THOMAS WATSON (1620-1686): It is possible to love a saint, yet not to love him as a saint; we may love him for something else—for his ingenuity, or because he is affable and bountiful.  A beast loves a man, but not as he is a man, but because he feeds him, and gives him provender.

JOHN NEWTON: A “party” love is also common. The objects of this are those who are of the same sentiment, worship in the same way, or are attached to the same minister. They who are united in such narrow and separate associations, may express warm affections, without giving any proof of true Christian love.

GEORGE WHITEFIELD (1714-1770): As soon as the love of God was shed abroad in my soul, I loved all, of whatsoever denomination, who loved the Lord Jesus in sincerity of heart.

A. W. PINK: Wherever the love of God is shed abroad in the heart, the affections of that soul will necessarily flow unto all His people…If we love one saint as a “saint”—for what we see of Christ in him—we shall love all saints.
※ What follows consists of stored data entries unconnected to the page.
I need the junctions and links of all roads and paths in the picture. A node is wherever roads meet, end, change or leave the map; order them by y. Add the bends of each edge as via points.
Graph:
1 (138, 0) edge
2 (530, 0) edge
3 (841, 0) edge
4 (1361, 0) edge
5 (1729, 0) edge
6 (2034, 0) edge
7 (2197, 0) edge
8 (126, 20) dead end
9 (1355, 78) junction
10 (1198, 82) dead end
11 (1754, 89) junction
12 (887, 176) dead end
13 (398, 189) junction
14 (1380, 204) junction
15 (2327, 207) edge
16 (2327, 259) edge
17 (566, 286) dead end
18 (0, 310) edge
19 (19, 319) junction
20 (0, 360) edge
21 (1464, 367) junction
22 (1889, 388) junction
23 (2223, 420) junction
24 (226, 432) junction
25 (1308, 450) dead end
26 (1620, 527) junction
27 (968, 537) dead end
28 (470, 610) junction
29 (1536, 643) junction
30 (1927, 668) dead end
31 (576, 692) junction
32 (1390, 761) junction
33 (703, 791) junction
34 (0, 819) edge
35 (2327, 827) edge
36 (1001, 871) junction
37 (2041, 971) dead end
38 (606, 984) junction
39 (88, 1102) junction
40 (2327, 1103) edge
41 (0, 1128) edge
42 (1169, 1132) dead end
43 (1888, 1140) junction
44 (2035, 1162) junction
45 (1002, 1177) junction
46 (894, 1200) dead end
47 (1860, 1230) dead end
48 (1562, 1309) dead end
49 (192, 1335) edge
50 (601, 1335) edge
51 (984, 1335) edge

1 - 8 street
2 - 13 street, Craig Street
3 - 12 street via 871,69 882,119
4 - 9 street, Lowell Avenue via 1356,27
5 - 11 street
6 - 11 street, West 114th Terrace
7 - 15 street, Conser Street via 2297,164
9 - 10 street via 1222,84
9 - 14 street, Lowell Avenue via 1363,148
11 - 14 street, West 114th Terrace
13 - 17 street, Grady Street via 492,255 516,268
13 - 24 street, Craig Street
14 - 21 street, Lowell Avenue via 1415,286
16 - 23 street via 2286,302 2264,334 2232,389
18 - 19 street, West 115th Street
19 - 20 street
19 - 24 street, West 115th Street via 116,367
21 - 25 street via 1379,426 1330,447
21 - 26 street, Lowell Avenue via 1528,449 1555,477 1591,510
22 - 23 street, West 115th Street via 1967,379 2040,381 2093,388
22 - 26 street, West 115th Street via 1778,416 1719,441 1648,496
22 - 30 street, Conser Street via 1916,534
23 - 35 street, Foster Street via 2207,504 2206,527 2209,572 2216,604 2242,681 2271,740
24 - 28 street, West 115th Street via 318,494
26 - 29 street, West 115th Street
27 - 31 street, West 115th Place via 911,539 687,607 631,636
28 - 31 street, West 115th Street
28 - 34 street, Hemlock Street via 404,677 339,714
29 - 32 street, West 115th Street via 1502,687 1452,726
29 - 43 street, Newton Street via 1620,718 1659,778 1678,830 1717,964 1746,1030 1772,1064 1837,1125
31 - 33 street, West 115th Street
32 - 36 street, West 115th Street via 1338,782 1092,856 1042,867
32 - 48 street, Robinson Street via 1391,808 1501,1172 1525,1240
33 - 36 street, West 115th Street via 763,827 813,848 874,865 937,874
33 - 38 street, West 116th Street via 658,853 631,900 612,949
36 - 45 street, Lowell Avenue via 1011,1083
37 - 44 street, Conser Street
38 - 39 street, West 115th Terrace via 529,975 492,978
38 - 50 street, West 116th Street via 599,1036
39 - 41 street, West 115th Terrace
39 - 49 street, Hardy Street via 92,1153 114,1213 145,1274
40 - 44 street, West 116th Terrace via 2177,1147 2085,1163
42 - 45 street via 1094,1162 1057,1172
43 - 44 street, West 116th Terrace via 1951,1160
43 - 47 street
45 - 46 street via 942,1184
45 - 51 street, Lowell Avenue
JOHN CALVIN: If we would so love the saints as to please God, we must bear in mind that their names are written in heaven and on Christ’s heart; otherwise we shall love some because they are lovely, and dislike others because of their blemishes.

MARTYN LLOYD-JONES: All the saints. Not only some of them. Not only the ones you happen to like, but all the saints. Not only the clever ones. Not only the learned ones. Not only the pleasant ones. Not only the ones who belong to a particular social strata. No, no, all of the saints.

C. H. SPURGEON: Yes, a love even to the bad-tempered ones, the irritating ones, the unsaint-like “saints.”

OCTAVIUS WINSLOW (1808-1878): Then, let every Christian professor test his religion by this grace. Let him who has been prone to retire within his own narrow enclosure ask himself the question, “If I love not my brother whom I have seen, how can I love God whom I have not seen?

RALPH ERSKINE (1685-1752): But how may we know, if our love toward the children of God be of the right sort?  This is answered, “By this we know that we love the children of God, when we love God, and keep His commandments,” 1 John 5:2.

H. A. IRONSIDE (1876-1951): Do I show evidence of a regenerate soul? Do I love the brethren? Do I love the commandments of God? Is the Word of God sweet to me, and do I delight to feed on it?